Five-year-old Aisha spent the two hours on the road looking out the window of the car, asking 'are we there yet?' smiling for the soldiers at checkpoints and asking her 14-year-old sister, Safa, to play. Safa though, was occupied with thoughts of her mother. Where was she? Is she still alive?
Aisha and Safa left the city of Adra with their neighbours. Their mother was detained by one of the armed groups inside the city while trying to leave. Safa, who has a serious blood disorder, had missed her blood transfusion and the family was leaving in search of medical help.
After they arrived at a temporary shelter, volunteers from the Syrian Arab Red Crescent took the two girls to a house in a nearby town and started the process of finding relatives who could care for them.
Safa had told them of an aunt who lived in the nearby city of Alqutaifa. Volunteers made contact with the aunt, but Safa's concern was still for her mother. "I do not think much of what will happen to us, I just want to know the fate of my mother."

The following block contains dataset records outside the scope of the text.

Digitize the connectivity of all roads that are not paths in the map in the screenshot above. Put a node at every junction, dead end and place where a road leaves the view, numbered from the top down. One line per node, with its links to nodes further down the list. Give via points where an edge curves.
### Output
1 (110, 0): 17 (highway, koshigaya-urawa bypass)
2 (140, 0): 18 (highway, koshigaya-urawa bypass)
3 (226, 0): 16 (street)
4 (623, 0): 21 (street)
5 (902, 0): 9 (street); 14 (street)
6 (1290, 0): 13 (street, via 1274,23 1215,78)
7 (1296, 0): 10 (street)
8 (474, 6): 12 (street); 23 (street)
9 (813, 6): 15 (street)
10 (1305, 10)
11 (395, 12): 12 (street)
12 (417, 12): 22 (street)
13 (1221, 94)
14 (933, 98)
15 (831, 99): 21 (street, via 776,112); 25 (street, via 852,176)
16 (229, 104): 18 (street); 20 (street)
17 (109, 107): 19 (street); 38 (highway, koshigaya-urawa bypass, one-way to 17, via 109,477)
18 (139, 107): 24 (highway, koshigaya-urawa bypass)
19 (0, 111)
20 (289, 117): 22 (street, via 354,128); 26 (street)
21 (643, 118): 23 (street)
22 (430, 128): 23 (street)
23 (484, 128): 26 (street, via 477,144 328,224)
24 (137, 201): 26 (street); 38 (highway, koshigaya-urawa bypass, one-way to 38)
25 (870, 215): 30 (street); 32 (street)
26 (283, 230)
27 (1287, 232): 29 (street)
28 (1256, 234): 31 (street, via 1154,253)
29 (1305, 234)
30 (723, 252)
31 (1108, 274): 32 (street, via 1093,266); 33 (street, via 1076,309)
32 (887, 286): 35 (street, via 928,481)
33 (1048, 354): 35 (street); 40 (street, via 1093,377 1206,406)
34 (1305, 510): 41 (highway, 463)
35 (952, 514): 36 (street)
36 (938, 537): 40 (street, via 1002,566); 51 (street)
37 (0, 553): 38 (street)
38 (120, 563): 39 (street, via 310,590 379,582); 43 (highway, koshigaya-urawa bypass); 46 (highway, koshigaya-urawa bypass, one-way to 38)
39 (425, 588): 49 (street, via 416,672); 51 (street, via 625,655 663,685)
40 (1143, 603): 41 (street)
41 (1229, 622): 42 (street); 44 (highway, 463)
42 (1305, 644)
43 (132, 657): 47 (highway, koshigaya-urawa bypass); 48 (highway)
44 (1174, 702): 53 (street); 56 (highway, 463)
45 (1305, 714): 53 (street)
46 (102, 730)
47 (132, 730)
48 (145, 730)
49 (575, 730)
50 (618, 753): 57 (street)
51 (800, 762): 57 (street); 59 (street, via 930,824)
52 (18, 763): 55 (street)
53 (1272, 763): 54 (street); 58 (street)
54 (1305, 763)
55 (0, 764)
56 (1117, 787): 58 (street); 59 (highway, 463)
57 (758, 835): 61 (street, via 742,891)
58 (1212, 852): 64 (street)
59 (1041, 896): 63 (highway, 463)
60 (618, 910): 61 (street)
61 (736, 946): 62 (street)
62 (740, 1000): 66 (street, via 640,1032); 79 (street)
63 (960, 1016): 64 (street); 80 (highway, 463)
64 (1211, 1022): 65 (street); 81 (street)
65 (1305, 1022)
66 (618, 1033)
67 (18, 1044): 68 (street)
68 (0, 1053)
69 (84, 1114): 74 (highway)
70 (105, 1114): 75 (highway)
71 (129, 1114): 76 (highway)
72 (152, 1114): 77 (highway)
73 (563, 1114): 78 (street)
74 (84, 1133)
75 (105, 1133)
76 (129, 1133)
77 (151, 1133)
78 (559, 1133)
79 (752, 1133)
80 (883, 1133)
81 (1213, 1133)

She says she would worry about treatment and school, when she knew her mother was safe. "What is important now is to hear the voice of my mother."
The aunt received the two girls in tears and she, too, is very concerned for her sister. When she left for Adra, which is closer to the hospital where Safa was being treated, she had no thoughts but for her children. "My sister was not thinking about anything else but her daughters, how she could fulfil their needs, and get treatment for Safa. So she moved to Adra. I wish she had not."
Adra City was home to 50,000 people but received 200,000 displaced people after fighting broke out in the East Ghota of Damascus. The entire city has been under siege. Until recently, only 21,000 civilians had managed to escape outside the city. Aisha and Safa were forced to walk more than five kilometres to gain access to a cement plant in the nearby industrial city, from where they could get to a driving school to meet Syrian Arab Red Crescent volunteers.
After they arrived at their aunt's home, Aisha and Safa thanked the volunteers for their assistance. The future is uncertain - as it is for so many in Syria - but they hope to hear some news about their mother soon. "I will continue treatment," Safa says. "But I will the search for mum and take care of my little sister."